Te Maori (sometimes Te Māori in modern sources) was a watershed exhibition of Māori art in 1984 (later continued to 1985, 1986 and 1987). It is notable as the first occasion on which Māori art had been exhibited by Māori, and also the first occasion on which Māori art was shown internationally as art. In retrospect it is seen as a milestone in the Māori Renaissance.

History

The Te Māori exhibition was driven by Secretary for Maori Affairs, Kara Puketapu, under the auspices of the Queen Elizabeth II Arts Council with funding from Mobil. Prominent Māori leader Hirini Moko Mead was co-curator of the exhibition. The exhibition was ten years in the planning. The exhibition featured 174 customary carved Māori art items from the collections of 12 museums in New Zealand. The largest contributor was the Auckland War Memorial Museum, who loaned 51 pieces. 

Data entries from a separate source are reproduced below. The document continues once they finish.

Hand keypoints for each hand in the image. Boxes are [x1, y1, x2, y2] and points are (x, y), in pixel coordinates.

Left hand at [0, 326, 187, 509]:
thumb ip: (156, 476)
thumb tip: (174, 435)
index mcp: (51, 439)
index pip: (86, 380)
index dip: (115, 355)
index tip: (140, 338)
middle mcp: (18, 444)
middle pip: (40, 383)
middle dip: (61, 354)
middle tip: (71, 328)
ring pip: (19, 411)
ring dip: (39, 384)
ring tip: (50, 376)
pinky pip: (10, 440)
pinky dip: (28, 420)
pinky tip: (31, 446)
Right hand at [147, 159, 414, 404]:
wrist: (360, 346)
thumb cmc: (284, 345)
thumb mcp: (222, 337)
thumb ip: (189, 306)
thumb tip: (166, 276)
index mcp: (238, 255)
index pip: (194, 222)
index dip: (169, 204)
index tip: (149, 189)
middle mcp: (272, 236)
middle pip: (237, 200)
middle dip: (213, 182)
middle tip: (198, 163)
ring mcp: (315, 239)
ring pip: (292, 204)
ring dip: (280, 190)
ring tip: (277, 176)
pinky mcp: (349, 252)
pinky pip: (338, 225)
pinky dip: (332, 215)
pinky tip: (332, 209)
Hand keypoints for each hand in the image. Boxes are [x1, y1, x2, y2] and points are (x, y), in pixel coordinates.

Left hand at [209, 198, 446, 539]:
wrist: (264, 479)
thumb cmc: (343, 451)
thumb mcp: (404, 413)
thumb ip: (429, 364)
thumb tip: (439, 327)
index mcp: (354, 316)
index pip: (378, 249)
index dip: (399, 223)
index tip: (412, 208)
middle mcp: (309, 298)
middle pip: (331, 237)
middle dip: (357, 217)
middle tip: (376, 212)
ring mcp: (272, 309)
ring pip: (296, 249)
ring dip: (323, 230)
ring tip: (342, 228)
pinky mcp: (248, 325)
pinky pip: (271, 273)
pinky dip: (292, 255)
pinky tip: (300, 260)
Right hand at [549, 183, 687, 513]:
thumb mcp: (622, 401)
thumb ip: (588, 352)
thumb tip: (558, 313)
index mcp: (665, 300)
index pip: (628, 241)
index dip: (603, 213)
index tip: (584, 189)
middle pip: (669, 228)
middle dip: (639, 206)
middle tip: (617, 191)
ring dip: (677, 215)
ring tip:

The exhibition started at the Metropolitan Museum of Art (the Met) in New York on 10 September 1984 and was also presented at Saint Louis Art Museum (February–May 1985), the M. H. de Young Memorial Museum in San Francisco (July–September 1985), and the Field Museum in Chicago (March–June 1986). 

Part of the exhibition was carefully held practices and values guided by Māori tikanga. This included a dawn ceremony, traditional karakia, speeches in the Māori language, waiata and kapa haka. Mead described the effect at the prestigious institution of the Met, "It did much to make tikanga Māori more acceptable not only to the population at large of Aotearoa but, more importantly, among our own people."

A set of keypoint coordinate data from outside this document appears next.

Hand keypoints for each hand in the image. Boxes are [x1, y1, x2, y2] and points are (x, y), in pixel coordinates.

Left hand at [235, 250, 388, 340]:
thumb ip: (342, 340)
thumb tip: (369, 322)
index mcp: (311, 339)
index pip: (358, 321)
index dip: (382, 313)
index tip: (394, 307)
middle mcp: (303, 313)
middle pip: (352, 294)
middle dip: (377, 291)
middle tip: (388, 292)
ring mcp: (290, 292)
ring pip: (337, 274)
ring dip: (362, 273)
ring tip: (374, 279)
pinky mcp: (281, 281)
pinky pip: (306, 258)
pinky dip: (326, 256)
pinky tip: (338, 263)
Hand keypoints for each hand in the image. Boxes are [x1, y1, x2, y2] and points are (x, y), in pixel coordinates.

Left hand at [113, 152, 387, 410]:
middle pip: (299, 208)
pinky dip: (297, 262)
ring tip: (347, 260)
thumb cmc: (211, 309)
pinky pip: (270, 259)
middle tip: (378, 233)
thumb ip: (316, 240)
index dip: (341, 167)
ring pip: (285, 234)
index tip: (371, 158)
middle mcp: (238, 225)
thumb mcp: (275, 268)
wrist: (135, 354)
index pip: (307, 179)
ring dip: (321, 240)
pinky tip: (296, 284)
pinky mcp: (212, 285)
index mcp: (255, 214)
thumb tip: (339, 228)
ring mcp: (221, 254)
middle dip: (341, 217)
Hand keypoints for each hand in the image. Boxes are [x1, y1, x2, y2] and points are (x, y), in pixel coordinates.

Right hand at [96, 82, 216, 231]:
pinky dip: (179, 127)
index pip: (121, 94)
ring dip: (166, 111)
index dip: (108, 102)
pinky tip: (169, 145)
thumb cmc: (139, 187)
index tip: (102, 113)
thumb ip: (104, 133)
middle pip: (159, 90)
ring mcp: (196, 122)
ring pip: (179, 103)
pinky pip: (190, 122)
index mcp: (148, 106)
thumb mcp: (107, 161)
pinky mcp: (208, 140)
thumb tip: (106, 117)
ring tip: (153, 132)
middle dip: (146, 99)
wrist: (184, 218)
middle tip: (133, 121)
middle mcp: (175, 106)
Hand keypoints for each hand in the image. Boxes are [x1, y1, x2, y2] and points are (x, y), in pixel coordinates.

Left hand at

Te Maori: Te Hokinga Mai, the New Zealand leg of the exhibition, toured Wellington, Christchurch, Dunedin, and finally ended in Auckland on 10 September 1987, three years to the day after opening at the Met.

Artworks

The gateway of Pukeroa Pa
Patetonga lintel
Te Kaha pātaka carvings

Legacy and reception

The exhibition was very well received, both at home and abroad. It was very popular in New Zealand with the intuitions that hosted the exhibiting experiencing 'unprecedent audience' numbers. The impact of the exhibition is described by the late museum ethnologist Robert Neich:The effect of Te Māori has been so pervasive that its influence cannot be avoided. (Robert Neich 1985)The process of dialogue shared decision making and connection alongside the artwork as it was exhibited with iwi Māori (tribal authorities) left a legacy for indigenous communities and museums bringing an institutional shift. Part of the consultation was that iwi had to give permission for the artworks to be included in the exhibition highlighting the difference between museum ownership and authority. This was seen as an outcome of political and cultural advocacy by Māori since the 1960s. The objects displayed were called taonga by the institutes acknowledging more meaning than the term 'artwork'.   The model it established—one that favors the participation of indigenous communities in the interpretation and display of their art—has evolved as an international standard of practice for museums with holdings of Māori and Pacific art. (Maia Nuku, Curator of Oceanic Art, Metropolitan Museum of Art (2021))The international response to the exhibition influenced New Zealand media to pay attention to Māori art. It also made concrete changes to museums in New Zealand imbedding a bicultural approach to 'consultation, planning, presentation' and audience engagement with taonga.  It also influenced the new building of the national museum of New Zealand Te Papa.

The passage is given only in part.